* WHAT TO WORK ON *
Write the entries out again in full and unchanged, dropping every image.

[Items from a dataset]
Content starts

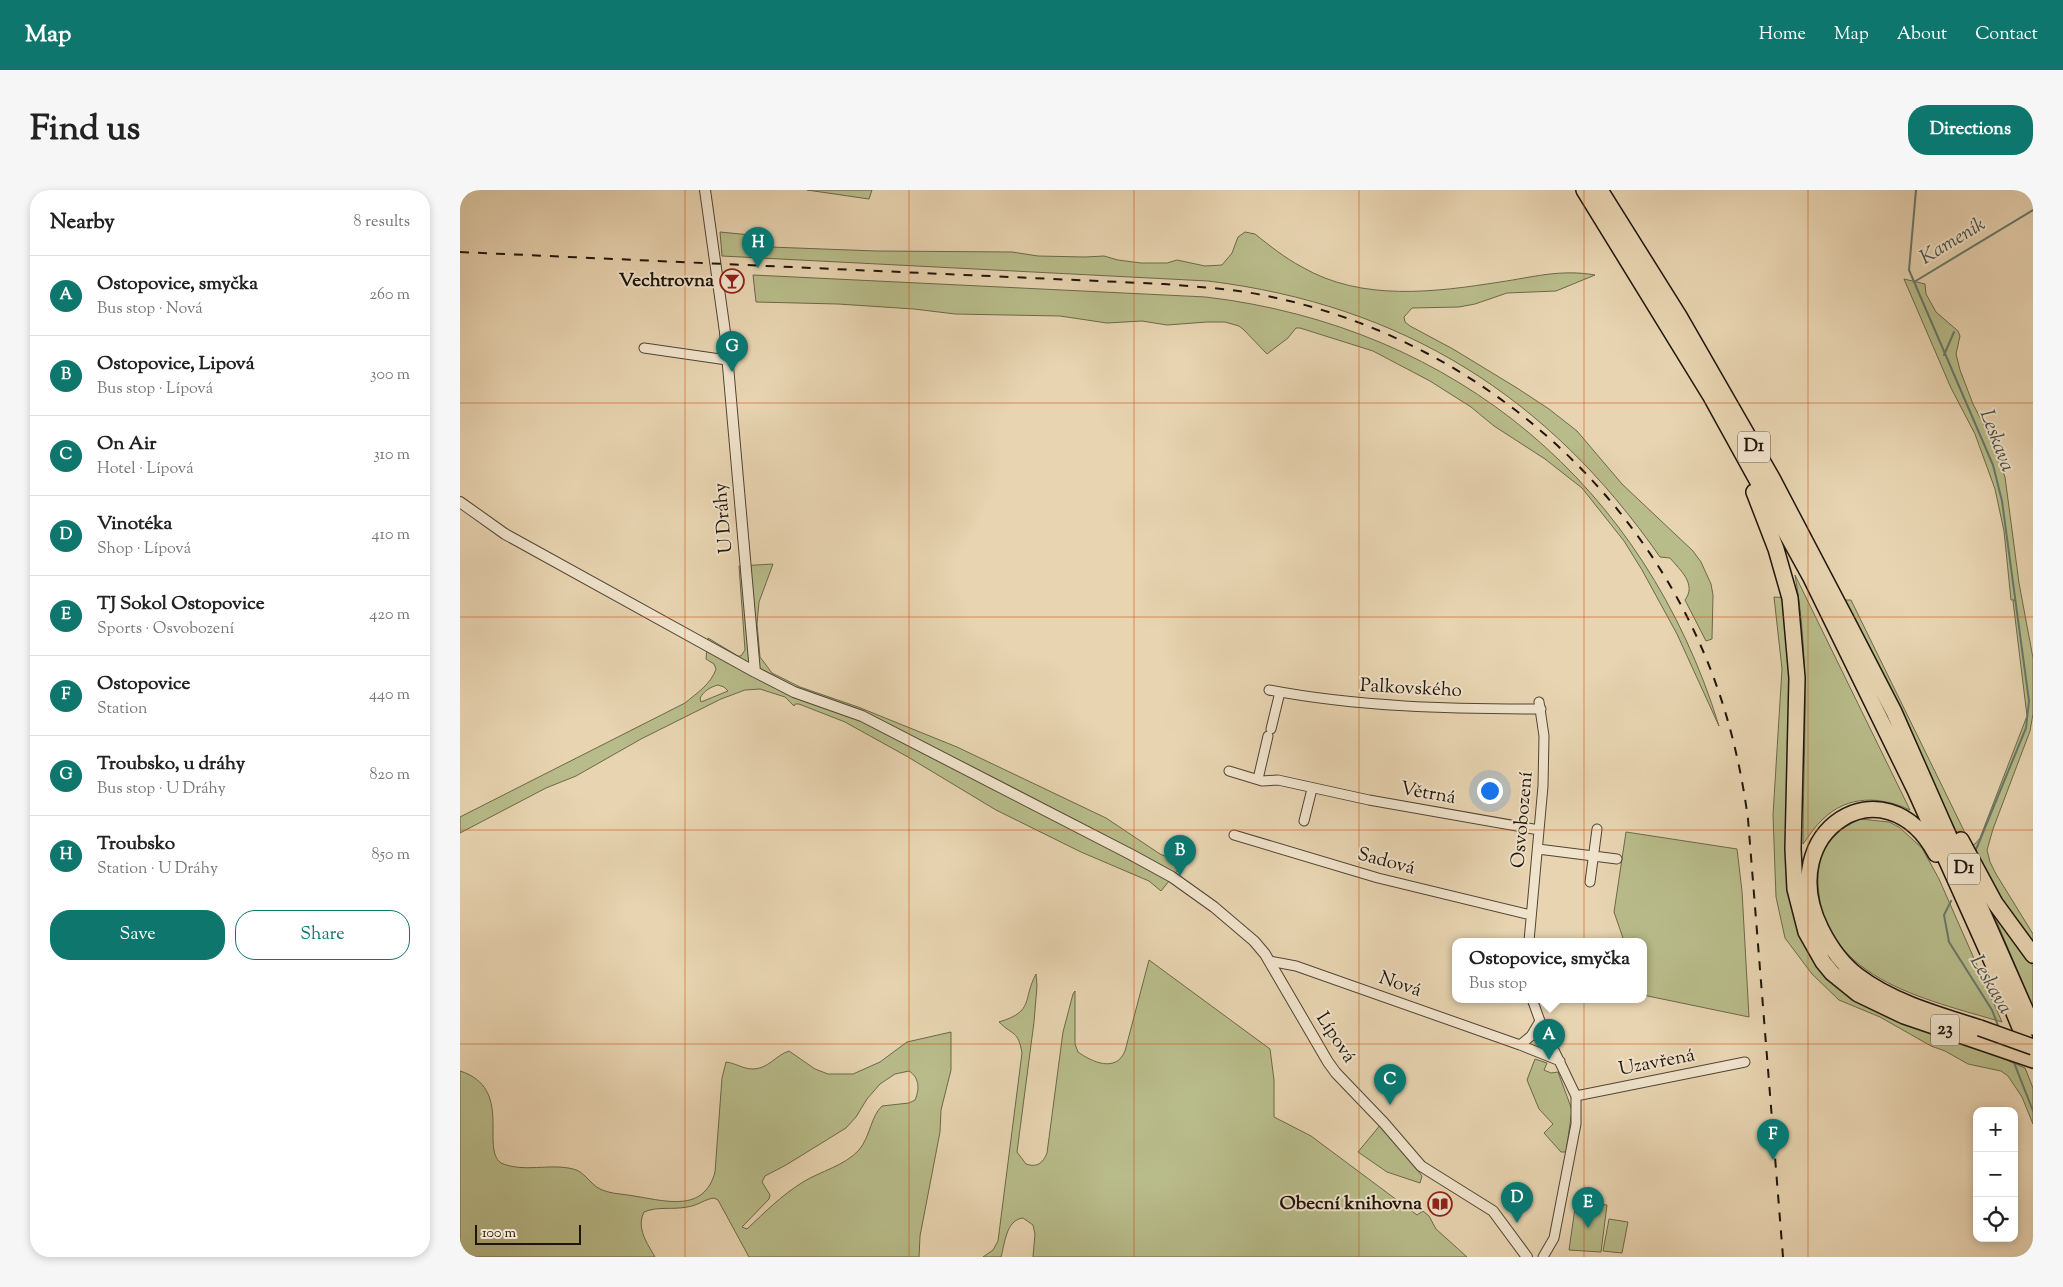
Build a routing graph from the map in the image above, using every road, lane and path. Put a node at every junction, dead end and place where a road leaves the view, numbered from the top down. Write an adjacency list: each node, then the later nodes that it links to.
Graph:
1 (705, 190): 5 (street, U Dráhy)
2 (1584, 190): 6 (highway, D1)
3 (1600, 190): 12 (highway, D1)
4 (644, 348): 5 (street)
5 (727, 360): 8 (street, U Dráhy)
6 (1710, 395): 24 (highway, D1); 30 (highway)
7 (460, 502): 8 (street, Lípová)
8 (755, 672): 28 (street, Lípová)
9 (1268, 690): 10 (street, Palkovského)
10 (1280, 692): 11 (street, Palkovského); 14 (street)
11 (1540, 706): 18 (street, Osvobození)
12 (1894, 712): 27 (highway); 32 (highway, D1)
13 (1229, 771): 14 (street, Větrná)
14 (1258, 779): 15 (street, Větrná)
15 (1312, 789): 16 (street); 18 (street, Větrná)
16 (1304, 821)
17 (1597, 829): 21 (street)
18 (1539, 830): 20 (street, Osvobození)
19 (1234, 835): 25 (street, Sadová)
20 (1538, 849): 21 (street); 25 (street, Osvobození)
21 (1593, 856): 22 (street); 23 (street)
22 (1617, 859)
23 (1590, 882)
24 (1963, 898): 30 (highway); 35 (highway, D1)
25 (1531, 915): 26 (street, Osvobození)
26 (1529, 938)
27 (2033, 955)
28 (1269, 961): 33 (street, Nová); 39 (street, Lípová)
29 (1533, 1003): 31 (street)
30 (1904, 1009): 34 (highway, 23, bridge); 35 (highway, 23)
31 (1540, 1025): 33 (street); 36 (street)
32 (2033, 1027)
33 (1523, 1045): 36 (street, Nová)
34 (2033, 1047)
35 (2033, 1060)
36 (1560, 1061): 38 (street)
37 (1745, 1062): 38 (street, Uzavřená)
38 (1576, 1096): 40 (street)
39 (1527, 1257)
40 (1543, 1257)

Content ends

* ANSWER BELOW *
Build a routing graph from the map in the image above, using every road, lane and path. Put a node at every junction, dead end and place where a road leaves the view, numbered from the top down. Write an adjacency list: each node, then the later nodes that it links to.
Graph:
1 (705, 190): 5 (street, U Dráhy)
2 (1584, 190): 6 (highway, D1)
3 (1600, 190): 12 (highway, D1)
4 (644, 348): 5 (street)
5 (727, 360): 8 (street, U Dráhy)
6 (1710, 395): 24 (highway, D1); 30 (highway)
7 (460, 502): 8 (street, Lípová)
8 (755, 672): 28 (street, Lípová)
9 (1268, 690): 10 (street, Palkovského)
10 (1280, 692): 11 (street, Palkovského); 14 (street)
11 (1540, 706): 18 (street, Osvobození)
12 (1894, 712): 27 (highway); 32 (highway, D1)
13 (1229, 771): 14 (street, Větrná)
14 (1258, 779): 15 (street, Větrná)
15 (1312, 789): 16 (street); 18 (street, Větrná)
16 (1304, 821)
17 (1597, 829): 21 (street)
18 (1539, 830): 20 (street, Osvobození)
19 (1234, 835): 25 (street, Sadová)
20 (1538, 849): 21 (street); 25 (street, Osvobození)
21 (1593, 856): 22 (street); 23 (street)
22 (1617, 859)
23 (1590, 882)
24 (1963, 898): 30 (highway); 35 (highway, D1)
25 (1531, 915): 26 (street, Osvobození)
26 (1529, 938)
27 (2033, 955)
28 (1269, 961): 33 (street, Nová); 39 (street, Lípová)
29 (1533, 1003): 31 (street)
30 (1904, 1009): 34 (highway, 23, bridge); 35 (highway, 23)
31 (1540, 1025): 33 (street); 36 (street)
32 (2033, 1027)
33 (1523, 1045): 36 (street, Nová)
34 (2033, 1047)
35 (2033, 1060)
36 (1560, 1061): 38 (street)
37 (1745, 1062): 38 (street, Uzavřená)
38 (1576, 1096): 40 (street)
39 (1527, 1257)
40 (1543, 1257)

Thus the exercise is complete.